AsiaSat communications satellite

AsiaSat 6 / Thaicom 7 is a geostationary communications satellite which is operated by the Asia Satellite Telecommunications Company (AsiaSat) and was launched into orbit on 7 September 2014. The satellite project was developed in cooperation between satellite operators AsiaSat and Thaicom. AsiaSat owns half of the satellite's 28 transponders which are marketed as AsiaSat 6. The other half of the satellite is owned by Thaicom and is marketed as Thaicom 7. AsiaSat's part of the satellite is operated under license of the China (PRC), whereas Thaicom's part is operated under license of Thailand.

== Satellite description ==
Space Systems/Loral (SS/L), announced in November 2011 that it has been chosen by AsiaSat, to build the AsiaSat 6 and AsiaSat 8 communications satellites. AsiaSat 6 / Thaicom 7 was built by Space Systems/Loral, and is based on the LS-1300LL satellite bus. The satellite carries 28 C-band transponders and is positioned at a longitude of 120° East, providing coverage over southern Asia, Australia and New Zealand.

== Launch ==
SpaceX was contracted to launch AsiaSat 6 / Thaicom 7 using a Falcon 9 v1.1 launch vehicle. The launch took place from Space Launch Complex 40 (SLC-40) at Cape Canaveral Space Force Station (CCSFS) on 7 September 2014, at 01:00 AM EDT (05:00 UTC).

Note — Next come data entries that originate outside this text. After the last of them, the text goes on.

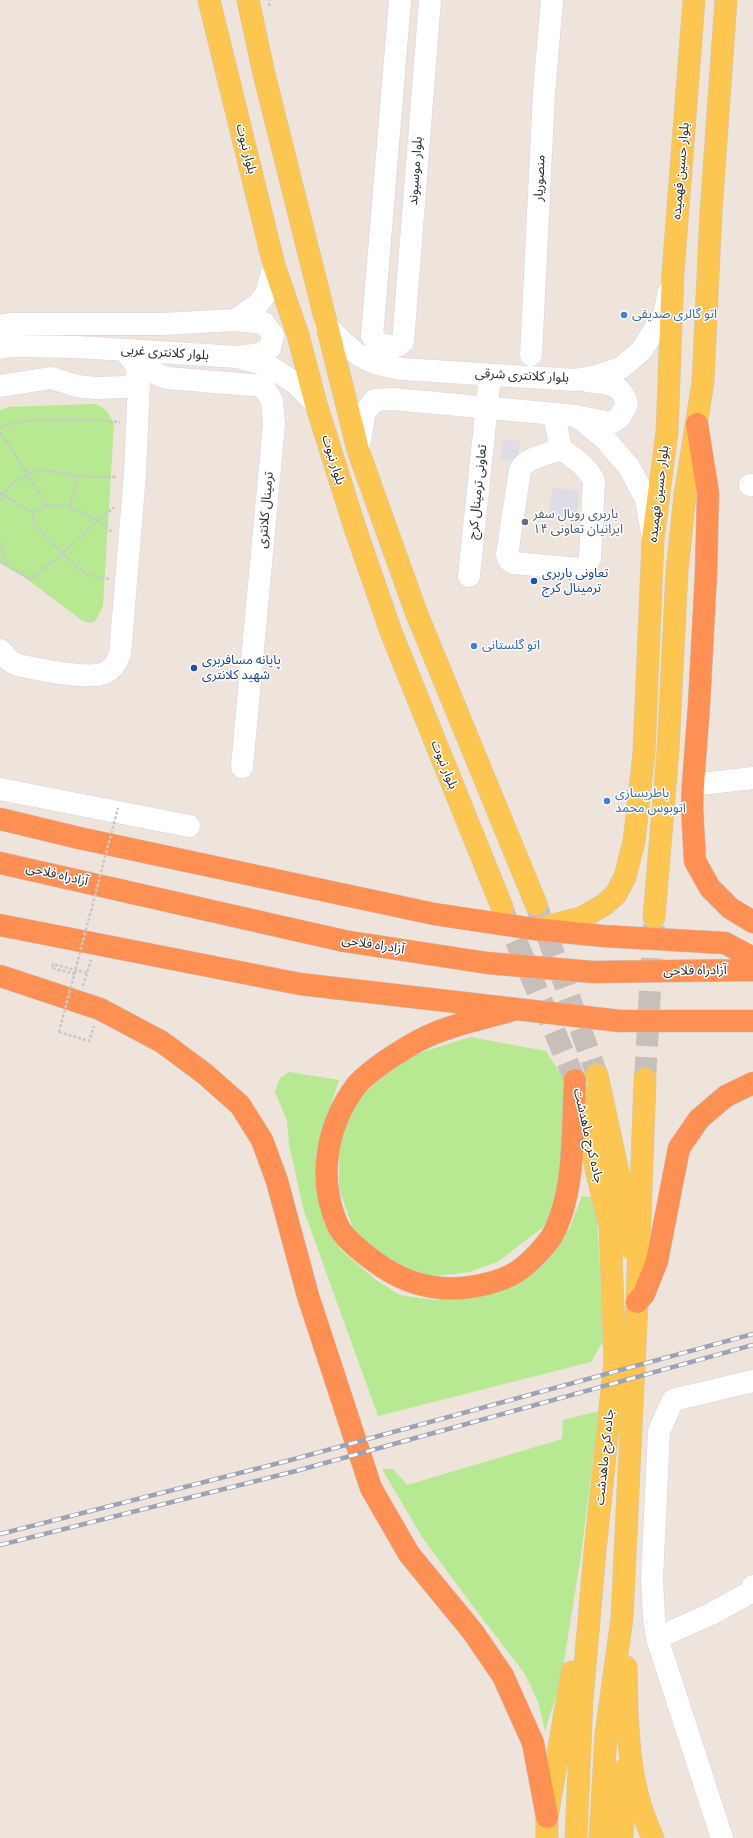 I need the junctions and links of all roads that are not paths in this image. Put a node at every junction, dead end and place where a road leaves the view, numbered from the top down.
1 (208, 0) edge
2 (248, 0) edge
3 (400, 0) edge
4 (430, 0) edge
5 (552, 0) edge
6 (694, 0) edge
7 (726, 0) edge
8 (274, 265) junction
9 (673, 274) junction
10 (235, 320) junction
11 (325, 324) junction
12 (0, 326) edge
13 (0, 348) edge
14 (531, 355) dead end
15 (237, 358) junction
16 (133, 366) junction
17 (490, 375) junction
18 (575, 380) junction
19 (0, 386) edge
20 (316, 404) junction
21 (488, 409) junction
22 (554, 415) junction
23 (577, 416) junction
24 (697, 424) junction
25 (562, 449) junction
26 (358, 450) junction
27 (653, 539) junction
28 (469, 576) dead end
29 (0, 650) edge
30 (242, 767) dead end
31 (753, 778) edge
32 (693, 785) junction
33 (0, 789) edge
34 (0, 819) edge
35 (189, 826) dead end
36 (0, 863) edge
37 (536, 904) tunnel mouth
38 (502, 907) tunnel mouth
39 (654, 917) tunnel mouth
40 (753, 922) edge
41 (0, 925) edge
42 (534, 930) junction
43 (753, 958) edge
44 (753, 970) edge
45 (0, 976) edge
46 (521, 1008) junction
47 (753, 1021) edge
48 (597, 1075) tunnel mouth
49 (646, 1079) tunnel mouth
50 (575, 1080) joint
51 (753, 1083) edge
52 (637, 1302) junction
53 (753, 1381) edge
54 (595, 1551) junction
55 (753, 1586) edge
56 (622, 1618) junction
57 (657, 1638) junction
58 (628, 1732) junction
59 (547, 1817) junction
60 (547, 1838) edge
61 (576, 1838) edge
62 (600, 1838) edge
63 (622, 1838) edge
64 (653, 1838) edge
65 (722, 1838) edge

1 - 8 main road, بلوار نبوت
2 - 11 main road, بلوار نبوت
3 - 4 street, بلوار موسیوند
5 - 14 street, منصوریار
6 - 9 main road, بلوار حسین فهمیده
7 - 24 main road, بلوار حسین فهمیده
8 - 10 street
8 - 20 main road, بلوار نبوت
9 - 18 street, بلوار کلانتری شرقی
9 - 27 main road, بلوار حسین فهمیده
10 - 12 street, بلوار کلانتری غربی
10 - 15 street, بلوار کلانتری غربی
11 - 17 street, بلوار کلانتری شرقی
11 - 26 main road, بلوار نبوت
13 - 16 street, بلوار کلانتری غربی
15 - 16 street, بلوار کلانتری غربی
15 - 20 street, بلوار کلانتری غربی
16 - 19 street
16 - 29 street
16 - 30 street, ترمینال کلانتری
17 - 18 street, بلوار کلانتری شرقی
17 - 21 street, تعاونی ترمینال کرج
18 - 23 street
20 - 38 main road, بلوار نبوت
21 - 22 street
21 - 26 street
21 - 28 street, تعاونی ترمینال کرج
22 - 23 street
22 - 25 street
23 - 27 street
24 - 32 highway
24 - 39 main road, بلوار حسین فهمیده
25 - 25 street
26 - 37 main road, بلوار نبوت
27 - 42 main road, بلوار حسین فهمیده
31 - 32 street
32 - 40 highway
33 - 35 street
34 - 42 highway
36 - 44 highway, آزادراه فلاحی
41 - 46 highway
42 - 43 highway
45 - 59 highway
46 - 47 highway
46 - 50 highway
48 - 52 main road
49 - 52 main road, جاده کرج ماهدشت
50 - 54 main road, جاده کرج ماهدشت
51 - 52 highway
52 - 56 main road, جاده کرج ماهدشت
53 - 57 street
54 - 59 main road
54 - 61 main road, جاده کرج ماهدشت
55 - 57 street
56 - 58 main road
56 - 62 main road, جاده کرج ماهدشت
57 - 65 street
58 - 63 main road
58 - 64 main road
59 - 60 main road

== Falcon 9 Upper stage ==
The Falcon 9 upper stage used to launch AsiaSat 6 / Thaicom 7 was derelict in a decaying elliptical low Earth orbit from September to December 2014. Initially, on 9 September 2014, it orbited with a perigee of 165 km and an apogee of 35723 km. One month on, in October 2014, the orbit had decayed to an altitude of 153 km at its closest approach to Earth, and by November 2014 had decayed to a 125 km perigee. The derelict second stage reentered the atmosphere on 28 December 2014.

== Thaicom 7 ==
Satellite fleet operator Thaicom of Thailand has agreed in December 2011 to pay competitor AsiaSat US$171 million over 15 years for the use of one-half of an AsiaSat satellite and placed in a Thai orbital position in an arrangement that permits Thailand to preserve its rights to the orbital position under the agreement, the AsiaSat 6 satellite is at 120° East longitude. Before its launch, AsiaSat and Thaicom placed AsiaSat 2 as an interim satellite at 120° East to retain Thailand's regulatory rights to the orbital position.